*** Opening The records ***

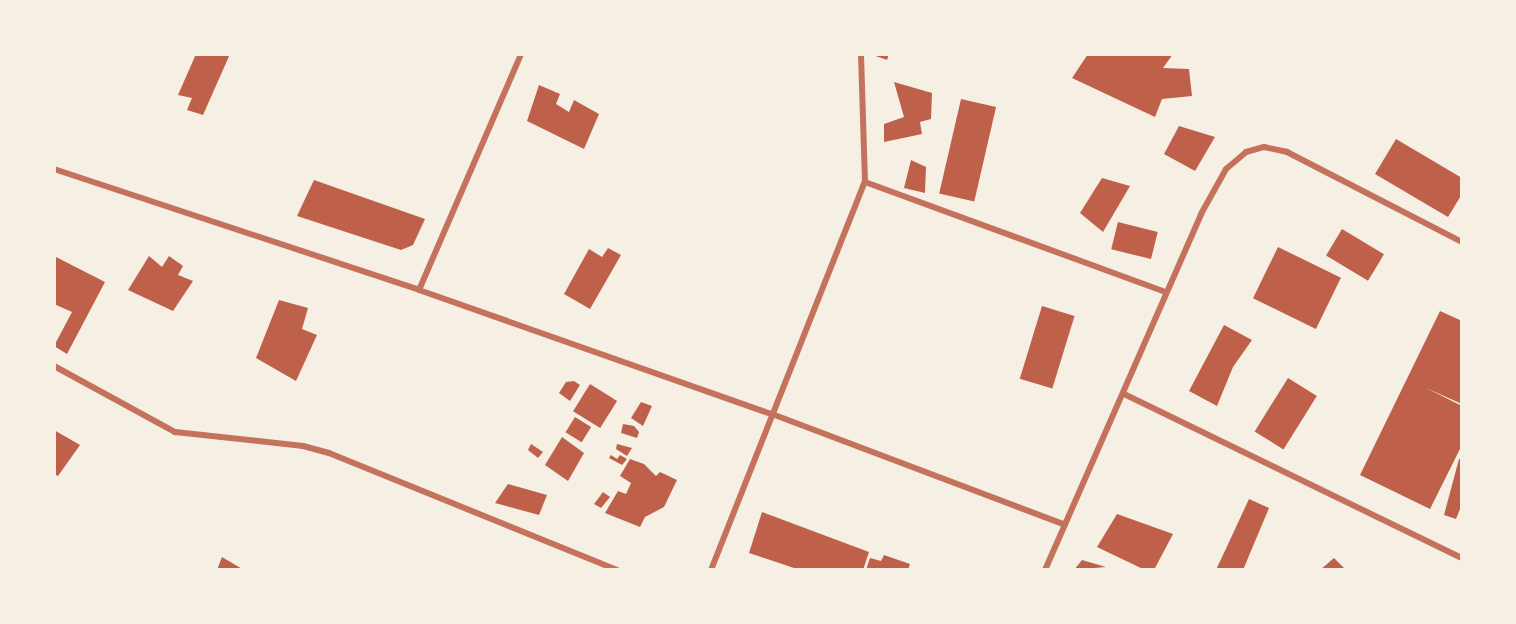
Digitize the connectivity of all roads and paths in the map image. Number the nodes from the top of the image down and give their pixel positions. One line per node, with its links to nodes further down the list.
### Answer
1 (521, 54): 6 (street)
2 (861, 54): 4 (street)
3 (54, 169): 6 (street)
4 (865, 182): 7 (street); 10 (street)
5 (1462, 242): 7 (street)
6 (419, 290): 10 (street)
7 (1165, 292): 9 (street)
8 (54, 366): 13 (street)
9 (1124, 394): 11 (street); 12 (street)
10 (772, 414): 11 (street); 14 (street)
11 (1065, 525): 15 (street)
12 (1462, 558)
13 (617, 570)
14 (711, 570)
15 (1045, 570)

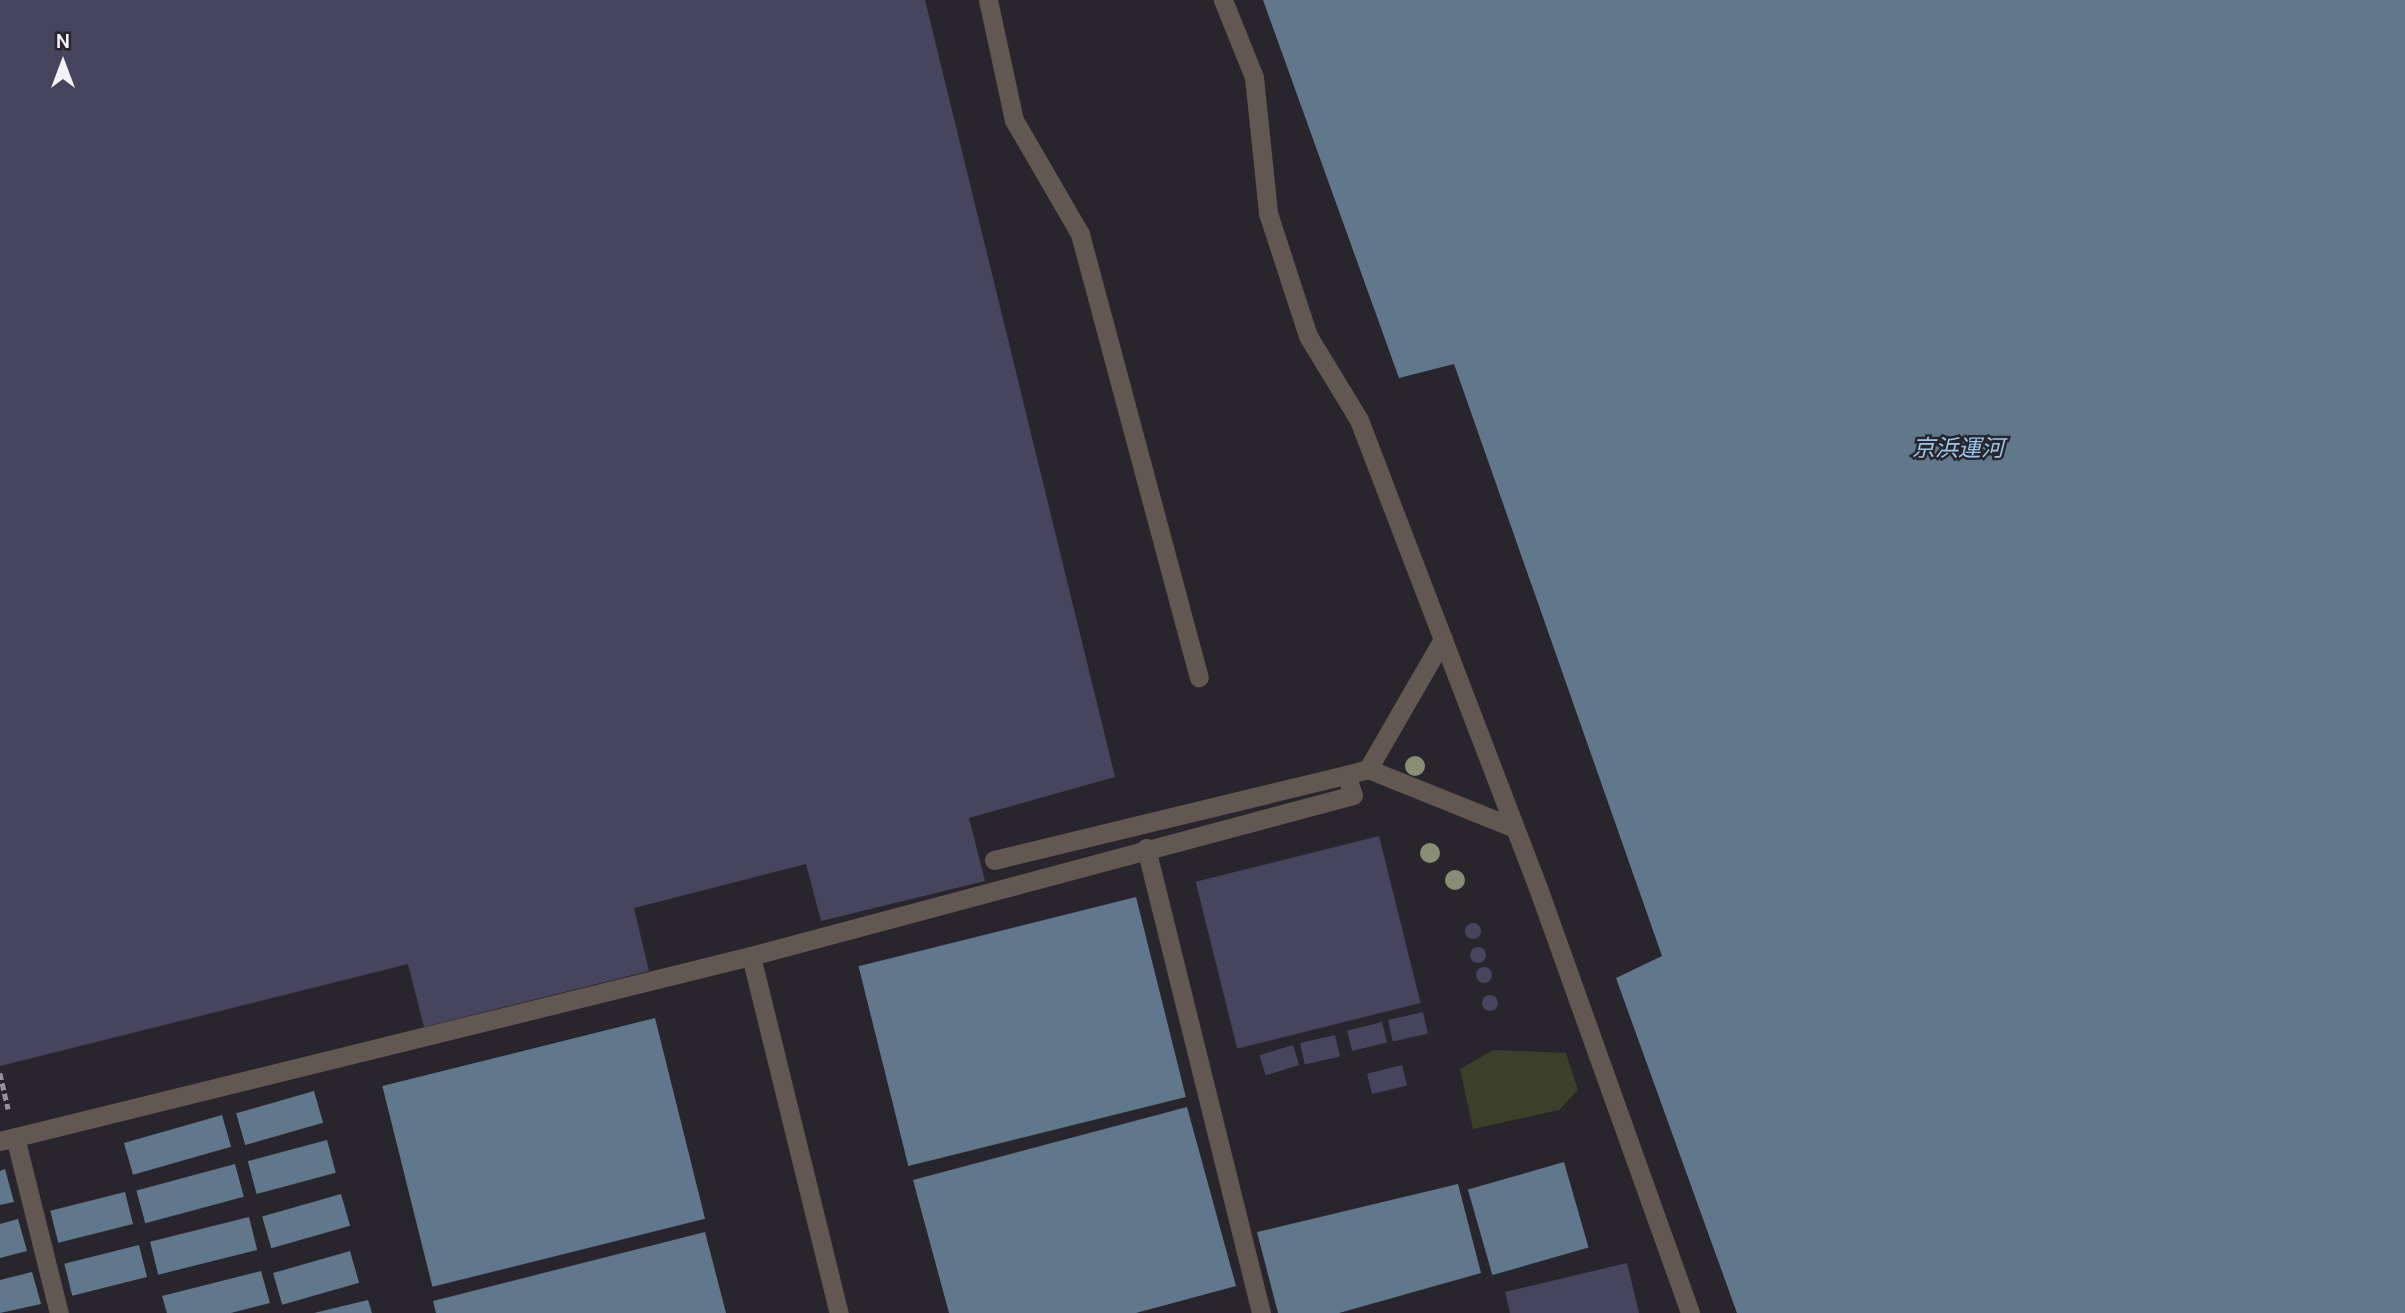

*** Closing The records ***

*To do:*
Pictures are to be dropped, and the remaining data set down exactly.

*Exercise result:*
Digitize the connectivity of all roads and paths in the map image. Number the nodes from the top of the image down and give their pixel positions. One line per node, with its links to nodes further down the list.
### Answer
1 (521, 54): 6 (street)
2 (861, 54): 4 (street)
3 (54, 169): 6 (street)
4 (865, 182): 7 (street); 10 (street)
5 (1462, 242): 7 (street)
6 (419, 290): 10 (street)
7 (1165, 292): 9 (street)
8 (54, 366): 13 (street)
9 (1124, 394): 11 (street); 12 (street)
10 (772, 414): 11 (street); 14 (street)
11 (1065, 525): 15 (street)
12 (1462, 558)
13 (617, 570)
14 (711, 570)
15 (1045, 570)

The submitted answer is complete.